Terminated employees are ineligible for unemployment benefits if they fail a drug test, falsify a job application with respect to a criminal record, commit an act that causes the employer to lose his business license or miss too many days of work. A claim can also be denied if the employee violates a "reasonable company law" and has "a pattern of misconduct that shows a willful disregard for an employer's legitimate business interest," Walsh said.

Gonzales said Cuccinelli's bill is not needed because Equal Opportunity Commission guidelines give employers the right to terminate employees for their language skills if their jobs require extensive interaction with the public or a need to understand basic safety information.

Immigrant rights advocates say Cuccinelli's bill is too broad.
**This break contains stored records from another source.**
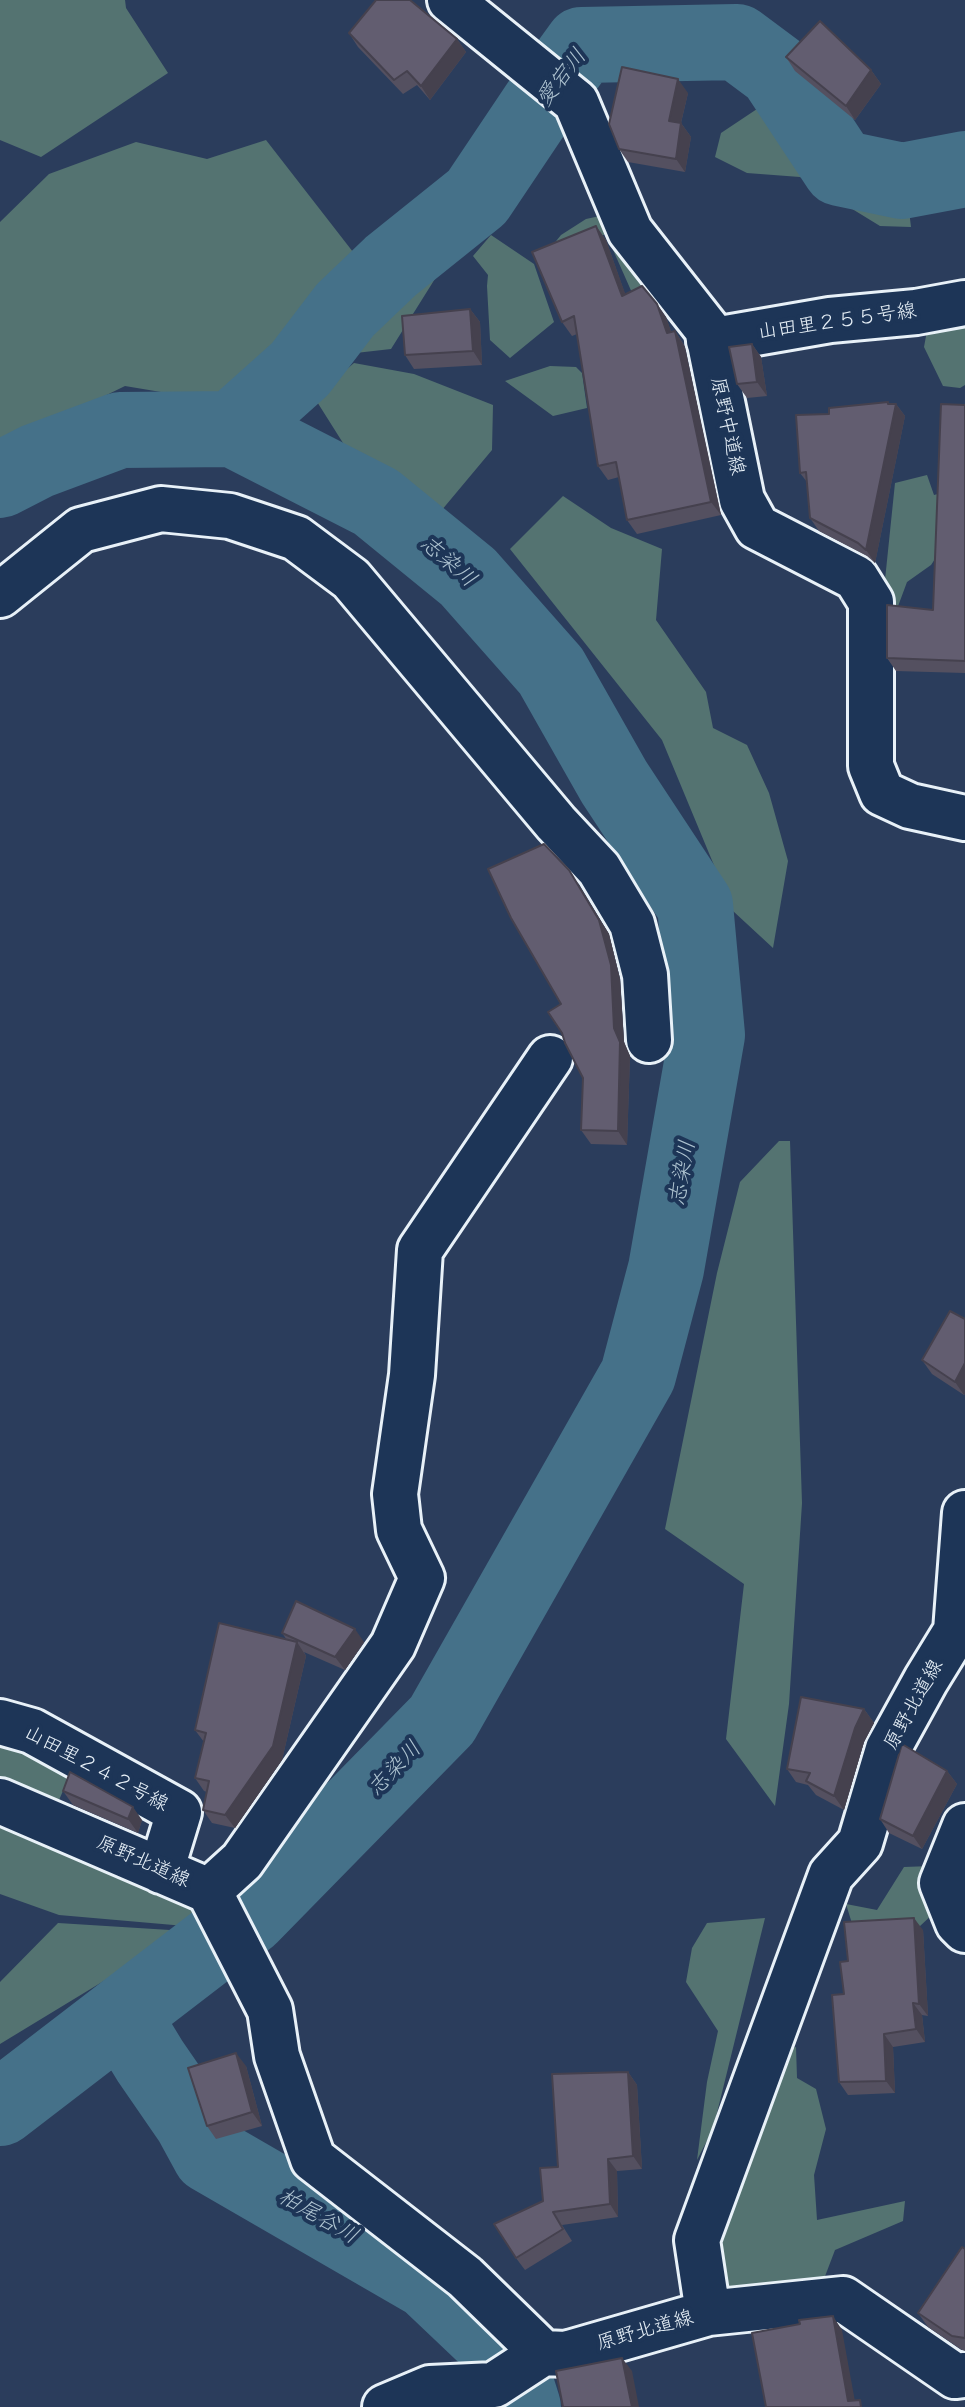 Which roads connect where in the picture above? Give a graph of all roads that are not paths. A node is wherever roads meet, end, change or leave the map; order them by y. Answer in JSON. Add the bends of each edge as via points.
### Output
{"nodes":[{"id":1,"x":450,"y":0,"type":"edge"},
{"id":2,"x":965,"y":303,"type":"edge"},
{"id":3,"x":709,"y":341,"type":"junction"},
{"id":4,"x":0,"y":595,"type":"edge"},
{"id":5,"x":965,"y":818,"type":"edge"},
{"id":6,"x":649,"y":1040,"type":"dead end"},
{"id":7,"x":550,"y":1058,"type":"dead end"},
{"id":8,"x":965,"y":1513,"type":"edge"},
{"id":9,"x":955,"y":1656,"type":"edge"},
{"id":10,"x":0,"y":1722,"type":"edge"},
{"id":11,"x":0,"y":1801,"type":"edge"},
{"id":12,"x":965,"y":1826,"type":"edge"},
{"id":13,"x":161,"y":1871,"type":"junction"},
{"id":14,"x":209,"y":1891,"type":"junction"},
{"id":15,"x":965,"y":1930,"type":"edge"},
{"id":16,"x":708,"y":2313,"type":"junction"},
{"id":17,"x":542,"y":2354,"type":"junction"},
{"id":18,"x":965,"y":2375,"type":"edge"},
{"id":19,"x":385,"y":2407,"type":"edge"}],
"edges":[{"from":1,"to":3,"type":"street","name":"原野中道線","via":[[576,102],[630,231],[707,329]]},
{"from":2,"to":3,"type":"street","name":"山田里２５５号線"},
{"from":3,"to":5,"type":"street","name":"原野中道線","via":[[742,500],[757,527],[856,578],[871,602],[871,766],[882,793],[910,806]]},
{"from":4,"to":6,"type":"street","via":[[81,530],[161,509],[230,516],[296,538],[351,579],[599,869],[632,924],[645,975]]},
{"from":7,"to":14,"type":"street","via":[[420,1250],[412,1375],[395,1494],[399,1530],[422,1578],[393,1645],[242,1861]]},
{"from":8,"to":9,"type":"street","name":"原野北道線"},
{"from":9,"to":16,"type":"street","name":"原野北道線","via":[[888,1749],[860,1843],[831,1875],[697,2240]]},
{"from":10,"to":13,"type":"street","name":"山田里２４２号線","via":[[32,1731],[179,1812]]},
{"from":11,"to":13,"type":"street","name":"原野北道線"},
{"from":12,"to":15,"type":"street","via":[[942,1883]]},
{"from":13,"to":14,"type":"street","name":"原野北道線"},
{"from":14,"to":17,"type":"street","name":"原野北道線","via":[[270,2010],[277,2056],[313,2159],[465,2277]]},
{"from":16,"to":17,"type":"street","name":"原野北道線","via":[[566,2354]]},
{"from":16,"to":18,"type":"street","via":[[843,2299],[955,2376]]},
{"from":17,"to":19,"type":"street","via":[[494,2385],[430,2388]]}]}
It says "an employee's inability or refusal to speak English at the workplace, in violation of a known policy of the employer, constitutes misconduct."

Claire Guthrie Gastanaga, a lobbyist for the Virginia Coalition for Latino Organizations, said the bill would make it too easy to fire someone who is not a native speaker of English.

"This says, if they are on their break in the backroom, you can tell them they can't speak Spanish or German or you can fire them and also deny them unemployment," Gastanaga said.

Angela Kelley, director of the Immigration Policy Center, said Cuccinelli's bill shows how some Virginia lawmakers want to "take a bite at immigrants at all levels and hope they go away."

"People lose their language after they've been here a number of years, but it takes years. It doesn't take days," Kelley said.

Board of County Supervisors Chairman Corey A. Stewart (R-At Large), who last year pushed through an effort to cut off public services in Prince William for illegal immigrants, said Cuccinelli is tapping into the mounting public concern about illegal immigration.

"You hear that frustration a lot, especially up here in Northern Virginia," Stewart said. "I do understand the frustration that the general public and probably employers have with such a large portion of the workforce being unable or unwilling to learn English."

If people lose their jobs because of his bill, Cuccinelli said, they would just "have to get another job."

"If they can get one without speaking English," he said.